In an analysis of premium prices by Kaiser Health News, PreferredOne came out the lowest in the nation. A 40-year-old person in the Twin Cities pays $154 a month for a silver plan, while the same plan in Wisconsin costs almost three times as much. A catastrophic PreferredOne plan, available for those under 30, can be purchased for $79 a month.
PreferredOne officials said they’re still learning about their new enrollees, but that they aren’t seeing a lot of “newly insured.”
“We’re getting a lot of families with kids, saying this is a pretty good deal,” Merz said.
For Darlene Richter, new medical coverage was all about price. She has been self-insured for a decade, but switched from Blue Cross to a PreferredOne bronze plan when she realized premiums would be $150 less a month. Even with a $5,000 deductible, it’s $1,700 cheaper than her old policy.
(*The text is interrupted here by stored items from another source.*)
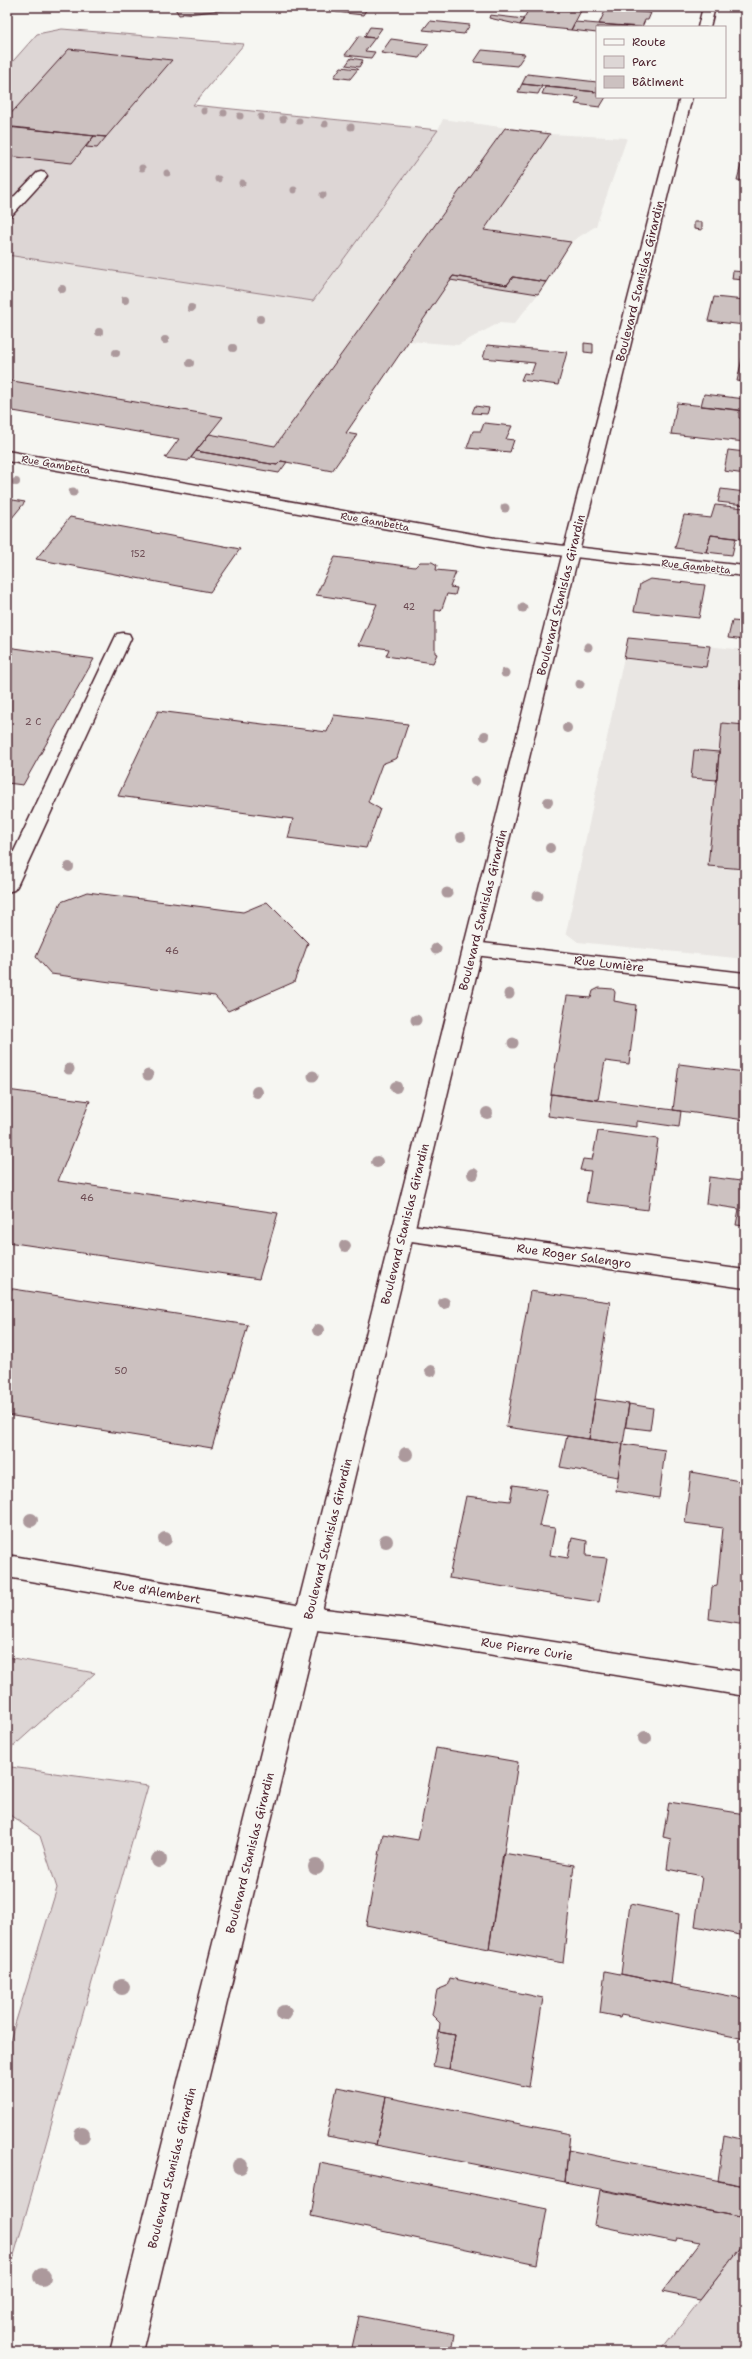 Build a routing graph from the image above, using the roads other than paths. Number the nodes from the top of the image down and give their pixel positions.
1 (709, 7) edge
2 (704, 26) edge
3 (686, 98) edge
4 (41, 176) dead end
5 (7, 212) edge
6 (7, 456) edge
7 (571, 552) junction
8 (745, 571) edge
9 (123, 638) dead end
10 (7, 886) edge
11 (473, 949) junction
12 (745, 980) edge
13 (404, 1232) junction
14 (745, 1279) edge
15 (7, 1566) edge
16 (308, 1618) junction
17 (745, 1684) edge
18 (126, 2352) edge

1 - 2 main road
3 - 7 main road, Boulevard Stanislas Girardin
4 - 5 main road
6 - 7 main road, Rue Gambetta
7 - 8 main road, Rue Gambetta
7 - 11 main road, Boulevard Stanislas Girardin
9 - 10 main road
11 - 12 main road, Rue Lumière
11 - 13 main road, Boulevard Stanislas Girardin
13 - 14 main road, Rue Roger Salengro
13 - 16 main road, Boulevard Stanislas Girardin
15 - 16 main road, Rue d'Alembert
16 - 17 main road, Rue Pierre Curie
16 - 18 main road, Boulevard Stanislas Girardin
“I have never, ever considered going without insurance coverage,” said Richter, 64, who spent weeks trying to pierce through MNsure’s website last year. “The risks are too high and I need to sleep at night.”
PreferredOne is unique in that it is a partnership of three groups of Twin Cities medical providers. Fairview Health, which operates the University of Minnesota medical center and Amplatz Children’s Hospital, has a 50 percent stake in the insurer. North Memorial Health Care and a physician’s association of more than 4,000 clinicians each have a 25 percent share.
The insurer got its start in 1984 as a preferred provider network and administrator for regional and national insurance carriers. About a decade later PreferredOne moved into selling HMO products to large and small employers. It didn’t start selling commercial products to individuals until 2006.
In Minnesota, most people still get coverage through their employers. About 5 percent of the market, or some 250,000 Minnesotans, buy health insurance on their own. Another 8.1 percent, or 445,000, are uninsured. Those are the consumers MNsure is focused on drawing in before open enrollment ends at the end of the month.
Interest in PreferredOne’s policies has surprised even company insiders, where some started an office pool to guess enrollment.
Of the 122,000 Minnesotans who have enrolled in a plan through MNsure, about 34,000 have bought private plans. That means as the clock ticks on the March 31 end of open enrollment, about 19,700 have purchased a PreferredOne plan.